21 Daarom toog Joram over naar Zair, en al de wagenen met hem; en hij maakte zich des nachts op, en sloeg de Edomieten, die rondom hem waren, daartoe de oversten der wagenen; en het volk vlood in zijn hutten.
And Joram went up to Sior, and all the chariots that were with him: and it came to pass after he had arisen, that he smote Edom who compassed him about, and the captains of the chariots; and the people fled to their tents.
22 De Edomieten evenwel vielen van onder het gebied van Juda af, tot op dezen dag; toen viel Libna af in denzelfden tijd.
Yet Edom revolted from under the hand of Juda till this day.
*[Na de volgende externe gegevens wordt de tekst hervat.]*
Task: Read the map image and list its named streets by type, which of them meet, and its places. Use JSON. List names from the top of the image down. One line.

Then Lobna revolted at that time.
23 Het overige nu der geschiedenissen van Joram, en alles wat hij gedaan heeft, is dat niet geschreven in het boek der kronieken der koningen van Juda?
And the rest of the acts of Joram, and all that he did, behold, are not these written in the book of the chronicles of the kings of Juda?
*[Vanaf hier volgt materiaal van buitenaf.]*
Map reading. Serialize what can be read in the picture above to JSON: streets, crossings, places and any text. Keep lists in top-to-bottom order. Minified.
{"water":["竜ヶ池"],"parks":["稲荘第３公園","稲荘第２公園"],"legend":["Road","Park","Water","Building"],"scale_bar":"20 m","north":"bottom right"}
24 En Joram ontsliep met zijn vaderen, en werd begraven bij zijn vaderen, in de stad Davids; en Ahazia, zijn zoon, werd koning in zijn plaats.
So Joram slept with his fathers, and was buried with his fathers in the city of his father David: and Ochozias his son reigned in his stead.
25 In het twaalfde jaar van Joram, den zoon van Achab, den koning van Israel, begon Ahazia, de zoon van Jeroham, den koning van Juda, te regeren.
In the twelfth year of Joram son of Achaab king of Israel, Ochozias son of Joram began to reign.
26 Twee en twintig jaren was Ahazia oud, als hij koning werd, en regeerde een jaar te Jeruzalem; en de naam zijner moeder was Athalia, de dochter van Omri, den koning van Israel.
Twenty and two years old [was] Ochozias when he began to reign, and he reigned one year in Jerusalem: and the name of his mother [was] Gotholia, daughter of Ambri king of Israel.
27 En hij wandelde in den weg van het huis van Achab, en deed dat kwaad was in de ogen des HEEREN, gelijk het huis van Achab; want hij was een schoonzoon van het huis van Achab.
And he walked in the way of the house of Achaab, and did that which was evil in the sight of the Lord, as did the house of Achaab.
28 En hij toog met Joram, den zoon van Achab, naar den strijd, te Ramoth in Gilead, tegen Hazael, den koning van Syrie; en de Syriers sloegen Joram.
And he went with Joram the son of Achaab to war against Azael king of the Syrians in Remmoth Galaad; and the Syrians wounded Joram.
29 Toen keerde Joram, de koning, wederom, opdat hij zich te Jizreel helen liet van de slagen, die hem de Syriers te Rama geslagen hadden, als hij streed tegen Hazael, den koning van Syrie; en Ahazia, de zoon van Jehoram, de koning van Juda, kwam af, om Joram, den zoon van Achab, te Jizreel te bezien, want hij was krank.
And king Joram returned to be healed in Jezrael of the wounds with which they wounded him in Remmoth, when he fought with Azael king of Syria. And Ochozias son of Joram went down to see Joram the son of Achaab in Jezrael, because he was sick.